Saved data entries
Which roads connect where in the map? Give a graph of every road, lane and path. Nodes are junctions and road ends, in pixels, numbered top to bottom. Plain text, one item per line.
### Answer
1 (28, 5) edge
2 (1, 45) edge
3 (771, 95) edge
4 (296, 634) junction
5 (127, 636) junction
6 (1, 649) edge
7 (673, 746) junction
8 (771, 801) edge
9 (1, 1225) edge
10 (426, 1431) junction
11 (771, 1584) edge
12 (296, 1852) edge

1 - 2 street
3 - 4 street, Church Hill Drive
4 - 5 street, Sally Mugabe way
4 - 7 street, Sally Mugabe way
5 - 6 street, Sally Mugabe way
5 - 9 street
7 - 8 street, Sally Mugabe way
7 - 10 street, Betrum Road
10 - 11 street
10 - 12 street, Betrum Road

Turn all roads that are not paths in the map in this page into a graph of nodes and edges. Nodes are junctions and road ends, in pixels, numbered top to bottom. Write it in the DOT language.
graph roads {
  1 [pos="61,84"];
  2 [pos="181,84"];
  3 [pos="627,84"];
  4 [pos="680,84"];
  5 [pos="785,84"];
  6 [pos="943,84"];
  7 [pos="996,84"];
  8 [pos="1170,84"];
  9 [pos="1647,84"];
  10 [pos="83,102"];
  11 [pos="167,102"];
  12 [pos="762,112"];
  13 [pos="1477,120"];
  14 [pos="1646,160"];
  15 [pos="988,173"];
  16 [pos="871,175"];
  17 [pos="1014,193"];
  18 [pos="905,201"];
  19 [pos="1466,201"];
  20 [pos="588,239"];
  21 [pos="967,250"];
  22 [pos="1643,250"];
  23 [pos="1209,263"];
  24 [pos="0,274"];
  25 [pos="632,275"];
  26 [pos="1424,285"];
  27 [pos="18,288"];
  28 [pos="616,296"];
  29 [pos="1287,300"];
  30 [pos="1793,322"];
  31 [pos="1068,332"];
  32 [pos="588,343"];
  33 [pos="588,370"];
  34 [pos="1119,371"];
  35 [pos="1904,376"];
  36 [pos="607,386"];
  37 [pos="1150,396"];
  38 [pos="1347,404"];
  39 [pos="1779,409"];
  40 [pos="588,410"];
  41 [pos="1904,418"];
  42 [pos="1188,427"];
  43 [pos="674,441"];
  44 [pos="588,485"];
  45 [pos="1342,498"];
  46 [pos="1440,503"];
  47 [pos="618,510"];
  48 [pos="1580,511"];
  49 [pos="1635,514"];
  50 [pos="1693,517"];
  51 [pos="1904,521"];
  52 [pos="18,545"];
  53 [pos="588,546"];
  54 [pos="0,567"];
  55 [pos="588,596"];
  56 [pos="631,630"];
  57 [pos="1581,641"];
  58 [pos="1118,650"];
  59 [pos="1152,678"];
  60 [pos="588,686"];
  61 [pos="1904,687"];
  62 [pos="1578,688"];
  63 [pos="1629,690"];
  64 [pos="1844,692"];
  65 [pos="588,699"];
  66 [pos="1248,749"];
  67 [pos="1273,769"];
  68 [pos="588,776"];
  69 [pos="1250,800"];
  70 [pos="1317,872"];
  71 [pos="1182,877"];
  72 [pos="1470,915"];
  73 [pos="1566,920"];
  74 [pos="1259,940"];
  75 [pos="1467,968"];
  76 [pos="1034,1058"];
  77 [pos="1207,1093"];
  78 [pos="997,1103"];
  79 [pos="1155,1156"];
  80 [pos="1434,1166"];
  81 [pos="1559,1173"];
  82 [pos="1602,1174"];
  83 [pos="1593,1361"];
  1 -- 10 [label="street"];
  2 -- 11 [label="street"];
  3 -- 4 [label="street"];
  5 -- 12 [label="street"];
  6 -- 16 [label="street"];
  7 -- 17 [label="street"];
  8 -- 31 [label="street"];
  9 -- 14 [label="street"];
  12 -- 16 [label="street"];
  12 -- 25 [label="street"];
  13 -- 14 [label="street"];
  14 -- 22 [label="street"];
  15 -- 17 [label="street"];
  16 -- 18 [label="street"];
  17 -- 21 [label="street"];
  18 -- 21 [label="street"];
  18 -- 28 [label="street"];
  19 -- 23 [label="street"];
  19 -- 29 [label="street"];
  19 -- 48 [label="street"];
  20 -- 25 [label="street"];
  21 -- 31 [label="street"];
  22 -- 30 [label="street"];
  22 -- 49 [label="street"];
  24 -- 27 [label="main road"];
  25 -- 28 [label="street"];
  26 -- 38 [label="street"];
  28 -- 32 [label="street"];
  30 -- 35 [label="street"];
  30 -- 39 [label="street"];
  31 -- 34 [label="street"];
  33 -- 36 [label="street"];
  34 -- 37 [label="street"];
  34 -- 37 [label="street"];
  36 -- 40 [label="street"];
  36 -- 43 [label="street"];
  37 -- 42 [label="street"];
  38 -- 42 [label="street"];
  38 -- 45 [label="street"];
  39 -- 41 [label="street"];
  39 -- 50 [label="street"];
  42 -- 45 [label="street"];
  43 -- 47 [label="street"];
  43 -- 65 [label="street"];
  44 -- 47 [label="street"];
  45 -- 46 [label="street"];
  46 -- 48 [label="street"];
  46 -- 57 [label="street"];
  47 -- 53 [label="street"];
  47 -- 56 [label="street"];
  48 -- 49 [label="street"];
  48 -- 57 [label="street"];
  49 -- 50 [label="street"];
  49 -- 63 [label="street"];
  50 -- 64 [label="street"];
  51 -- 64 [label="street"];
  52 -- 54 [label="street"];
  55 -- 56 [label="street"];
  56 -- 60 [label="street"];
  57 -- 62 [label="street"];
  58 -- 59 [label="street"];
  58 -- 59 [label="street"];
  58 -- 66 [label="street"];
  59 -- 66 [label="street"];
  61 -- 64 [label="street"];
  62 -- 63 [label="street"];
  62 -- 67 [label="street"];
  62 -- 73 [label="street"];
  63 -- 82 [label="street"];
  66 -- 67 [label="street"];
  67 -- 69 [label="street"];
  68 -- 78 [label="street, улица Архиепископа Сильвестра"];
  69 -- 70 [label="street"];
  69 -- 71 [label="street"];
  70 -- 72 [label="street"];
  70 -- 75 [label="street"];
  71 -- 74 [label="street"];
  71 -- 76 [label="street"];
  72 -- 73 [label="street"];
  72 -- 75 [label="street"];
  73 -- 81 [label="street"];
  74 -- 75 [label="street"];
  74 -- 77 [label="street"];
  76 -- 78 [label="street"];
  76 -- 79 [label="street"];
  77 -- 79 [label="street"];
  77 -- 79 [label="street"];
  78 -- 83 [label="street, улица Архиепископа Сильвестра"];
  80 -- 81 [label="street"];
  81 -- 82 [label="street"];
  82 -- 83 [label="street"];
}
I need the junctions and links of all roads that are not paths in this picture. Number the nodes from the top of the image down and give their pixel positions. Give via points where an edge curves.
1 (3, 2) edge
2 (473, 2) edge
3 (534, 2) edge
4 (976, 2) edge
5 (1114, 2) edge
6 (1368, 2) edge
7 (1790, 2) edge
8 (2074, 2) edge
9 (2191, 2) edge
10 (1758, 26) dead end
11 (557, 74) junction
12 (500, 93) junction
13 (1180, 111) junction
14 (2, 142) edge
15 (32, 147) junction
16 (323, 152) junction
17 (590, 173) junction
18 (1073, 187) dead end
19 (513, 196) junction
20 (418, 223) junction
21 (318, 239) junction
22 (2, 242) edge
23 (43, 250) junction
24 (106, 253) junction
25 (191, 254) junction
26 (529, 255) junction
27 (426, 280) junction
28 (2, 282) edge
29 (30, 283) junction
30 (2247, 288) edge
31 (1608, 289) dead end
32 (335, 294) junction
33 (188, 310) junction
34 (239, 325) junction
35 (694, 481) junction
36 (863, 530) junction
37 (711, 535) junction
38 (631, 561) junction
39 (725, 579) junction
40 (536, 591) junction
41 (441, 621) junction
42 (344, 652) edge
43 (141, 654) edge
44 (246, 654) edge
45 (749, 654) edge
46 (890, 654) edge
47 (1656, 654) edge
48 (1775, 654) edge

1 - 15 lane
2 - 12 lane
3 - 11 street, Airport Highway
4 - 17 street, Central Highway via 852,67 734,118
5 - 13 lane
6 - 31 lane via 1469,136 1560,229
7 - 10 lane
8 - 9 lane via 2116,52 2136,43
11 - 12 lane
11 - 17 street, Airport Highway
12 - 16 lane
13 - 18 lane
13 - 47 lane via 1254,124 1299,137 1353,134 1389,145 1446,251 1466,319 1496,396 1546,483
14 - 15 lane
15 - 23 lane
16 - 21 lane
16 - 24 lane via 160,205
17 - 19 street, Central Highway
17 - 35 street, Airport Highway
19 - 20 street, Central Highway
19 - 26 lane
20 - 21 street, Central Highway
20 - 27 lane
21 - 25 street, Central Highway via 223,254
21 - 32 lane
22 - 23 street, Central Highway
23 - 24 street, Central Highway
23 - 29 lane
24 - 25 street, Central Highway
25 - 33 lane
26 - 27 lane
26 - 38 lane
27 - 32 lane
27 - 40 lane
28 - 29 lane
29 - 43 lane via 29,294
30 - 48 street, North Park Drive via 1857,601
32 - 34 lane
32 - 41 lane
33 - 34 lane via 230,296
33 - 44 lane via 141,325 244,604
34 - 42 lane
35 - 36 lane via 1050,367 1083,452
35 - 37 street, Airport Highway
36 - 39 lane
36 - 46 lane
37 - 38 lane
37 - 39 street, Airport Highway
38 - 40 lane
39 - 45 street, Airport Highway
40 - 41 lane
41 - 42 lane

**Your task**
Copy all lines of the records in which the string "pixels" can be found.

**Solution**
Which roads connect where in the map? Give a graph of every road, lane and path. Nodes are junctions and road ends, in pixels, numbered top to bottom. Plain text, one item per line.
Turn all roads that are not paths in the map in this page into a graph of nodes and edges. Nodes are junctions and road ends, in pixels, numbered top to bottom. Write it in the DOT language.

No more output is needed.